* _Work instructions_
Print all of the entries exactly, minus the pictures.

Top of Supplied entries

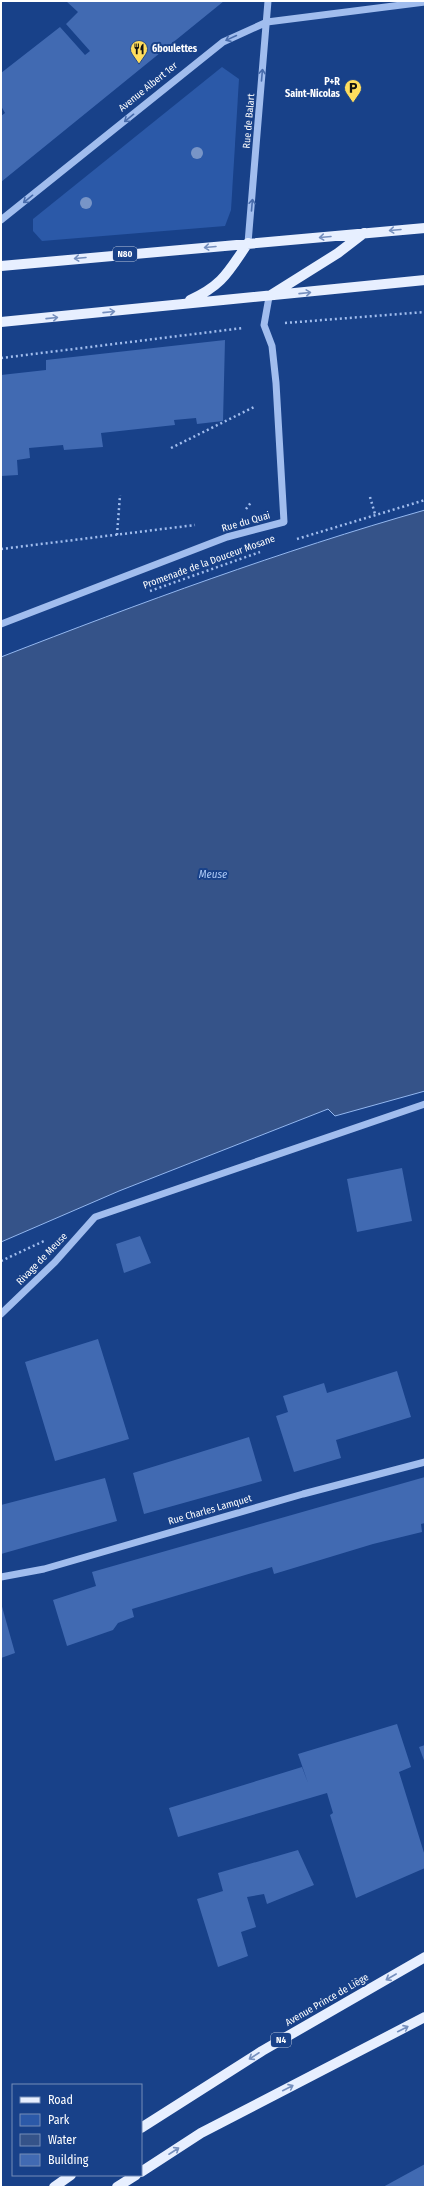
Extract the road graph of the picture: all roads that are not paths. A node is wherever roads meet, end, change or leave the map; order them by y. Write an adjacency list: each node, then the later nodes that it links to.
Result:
1 (268, 1): 3 (street, Rue de Balart)
2 (425, 2): 3 (street, Avenue Albert 1er)
3 (267, 22): 4 (street, Avenue Albert 1er, one-way to 4); 7 (street, Rue de Balart, one-way to 3)
4 (1, 220)
5 (425, 228): 6 (main road, N80, one-way to 6)
6 (364, 233): 7 (main road, N80, one-way to 7); 10 (main road)
7 (248, 243): 8 (main road, N80, one-way to 8); 11 (main road)
8 (1, 266)
9 (425, 280): 10 (main road, one-way to 9)
10 (269, 297): 11 (main road); 13 (street, Rue du Quai)
11 (182, 304): 12 (main road, one-way to 11)
12 (1, 322)
13 (1, 624)
14 (425, 1104): 15 (street, Rivage de Meuse)
15 (1, 1314)
16 (425, 1462): 17 (street, Rue Charles Lamquet)
17 (1, 1577)
18 (425, 1957): 20 (main road, Avenue Prince de Liège / N4, one-way to 20)
19 (425, 2017): 21 (main road, one-way to 19)
20 (142, 2127)
21 (142, 2171)
22 (70, 2176): 24 (main road)
23 (134, 2176): 25 (main road)
24 (54, 2187)
25 (117, 2187)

Bottom of Supplied entries

* _Problem solution_
Extract the road graph of the picture: all roads that are not paths. A node is wherever roads meet, end, change or leave the map; order them by y. Write an adjacency list: each node, then the later nodes that it links to.
Result:
1 (268, 1): 3 (street, Rue de Balart)
2 (425, 2): 3 (street, Avenue Albert 1er)
3 (267, 22): 4 (street, Avenue Albert 1er, one-way to 4); 7 (street, Rue de Balart, one-way to 3)
4 (1, 220)
5 (425, 228): 6 (main road, N80, one-way to 6)
6 (364, 233): 7 (main road, N80, one-way to 7); 10 (main road)
7 (248, 243): 8 (main road, N80, one-way to 8); 11 (main road)
8 (1, 266)
9 (425, 280): 10 (main road, one-way to 9)
10 (269, 297): 11 (main road); 13 (street, Rue du Quai)
11 (182, 304): 12 (main road, one-way to 11)
12 (1, 322)
13 (1, 624)
14 (425, 1104): 15 (street, Rivage de Meuse)
15 (1, 1314)
16 (425, 1462): 17 (street, Rue Charles Lamquet)
17 (1, 1577)
18 (425, 1957): 20 (main road, Avenue Prince de Liège / N4, one-way to 20)
19 (425, 2017): 21 (main road, one-way to 19)
20 (142, 2127)
21 (142, 2171)
22 (70, 2176): 24 (main road)
23 (134, 2176): 25 (main road)
24 (54, 2187)
25 (117, 2187)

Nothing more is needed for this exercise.